MASJID                     KRATON                  MAKAM                   


 
                                                            TATA KOTA
C.     Serambi/Senarai/Current Issues
"Islam is indeed much more than a sistem of theology, it is a complete civilization" (H.A.R. Gibb, hlm. 12).

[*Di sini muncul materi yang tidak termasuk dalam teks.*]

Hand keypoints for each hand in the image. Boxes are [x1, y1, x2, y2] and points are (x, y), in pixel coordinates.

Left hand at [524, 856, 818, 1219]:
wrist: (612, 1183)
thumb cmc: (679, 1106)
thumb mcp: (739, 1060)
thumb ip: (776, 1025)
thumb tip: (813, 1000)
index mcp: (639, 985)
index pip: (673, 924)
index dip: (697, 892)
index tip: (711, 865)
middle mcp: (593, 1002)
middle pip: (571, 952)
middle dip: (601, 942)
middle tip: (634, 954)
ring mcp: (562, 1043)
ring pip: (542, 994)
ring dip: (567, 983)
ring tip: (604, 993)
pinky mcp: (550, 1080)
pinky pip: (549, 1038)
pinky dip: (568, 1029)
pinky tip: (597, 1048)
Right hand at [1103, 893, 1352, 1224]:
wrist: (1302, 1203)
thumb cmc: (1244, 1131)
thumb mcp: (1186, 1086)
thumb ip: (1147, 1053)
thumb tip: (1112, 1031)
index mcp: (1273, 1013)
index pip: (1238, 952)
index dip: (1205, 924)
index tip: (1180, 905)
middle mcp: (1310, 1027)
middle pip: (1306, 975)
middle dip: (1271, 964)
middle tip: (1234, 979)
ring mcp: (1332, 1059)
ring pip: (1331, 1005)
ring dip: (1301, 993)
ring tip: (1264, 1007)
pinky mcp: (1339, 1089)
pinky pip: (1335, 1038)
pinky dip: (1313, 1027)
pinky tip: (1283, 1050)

"Arsitektur Islam adalah ekspressi agama dan pandangannya tentang dunia, lebih dari sekedar ungkapan orang-orang tertentu, sistem politik ataupun sistem ekonomi." (Alfred Fazer seperti dikutip M. Abdul Jabbar Beg: 1988: 15).

D.    Materi Pokok
I. Seni Bangunan
Manusia oleh kodrat alamnya menyenangi keindahan. Hal ini sudah ada ciri-cirinya sejak masa purba dimana mereka mulai membuat hiasan pada perkakas untuk keperluan sehari-hari bahkan juga menghiasi tempat tinggalnya dengan lukisan-lukisan yang waktu itu masih tinggal di gua-gua. Dalam perkembangan kemudian dengan makin majunya pola hidup manusia maka estetika seni juga mengalami perkembangan menuju kearah harmonisme. Jadi jelas disini bahwa manusia sejak masa purba telah membuat alam sekelilingnya seindah mungkin. Arsitekturnya tumbuh atau lahir sebagai suatu ilmu dan kemudian berkembang menjadi satu seni. Tiga komponen pokok dari arsitektur adalah: utility (kegunaan), stability (kestabilan) dan beauty (keindahan). Sebuah bangunan akan kehilangan makna apabila tidak didukung oleh faktor estetika atau keindahan. Pemilik, bangunan mungkin lebih menitik beratkan segi kegunaan tetapi arsitek yang membuat bangunan atau mengisi ruang bangunan tanpa arti arsitekturil. Arsitek akan memberikan bobot bangunan pada stabilitas dan keindahan. Ia akan memperhatikan segala macam bahan untuk membuat bangunan itu seserasi mungkin baik sebagai penguat bangunan maupun sebagai pola hias. Ia akan mencoba menyuguhkan hasil karyanya se estetis mungkin yang sudah direncanakan sebelumnya secara matang dalam perencanaan (planning). Itulah seninya dalam pekerjaan seorang arsitek. Ciri-ciri khusus dari suatu bangunan sangat tergantung kepada sipembuat yakni arsitek. Ia menyusun dan menyatukan berbagai aspek menjadi suatu karya yang berbobot. Ia mungkin menyerap idea yang bersifat environmental (tata lingkungan), struktural ataupun decorative dan itulah kemudian berwujud seni yang menghasilkan desain yang indah.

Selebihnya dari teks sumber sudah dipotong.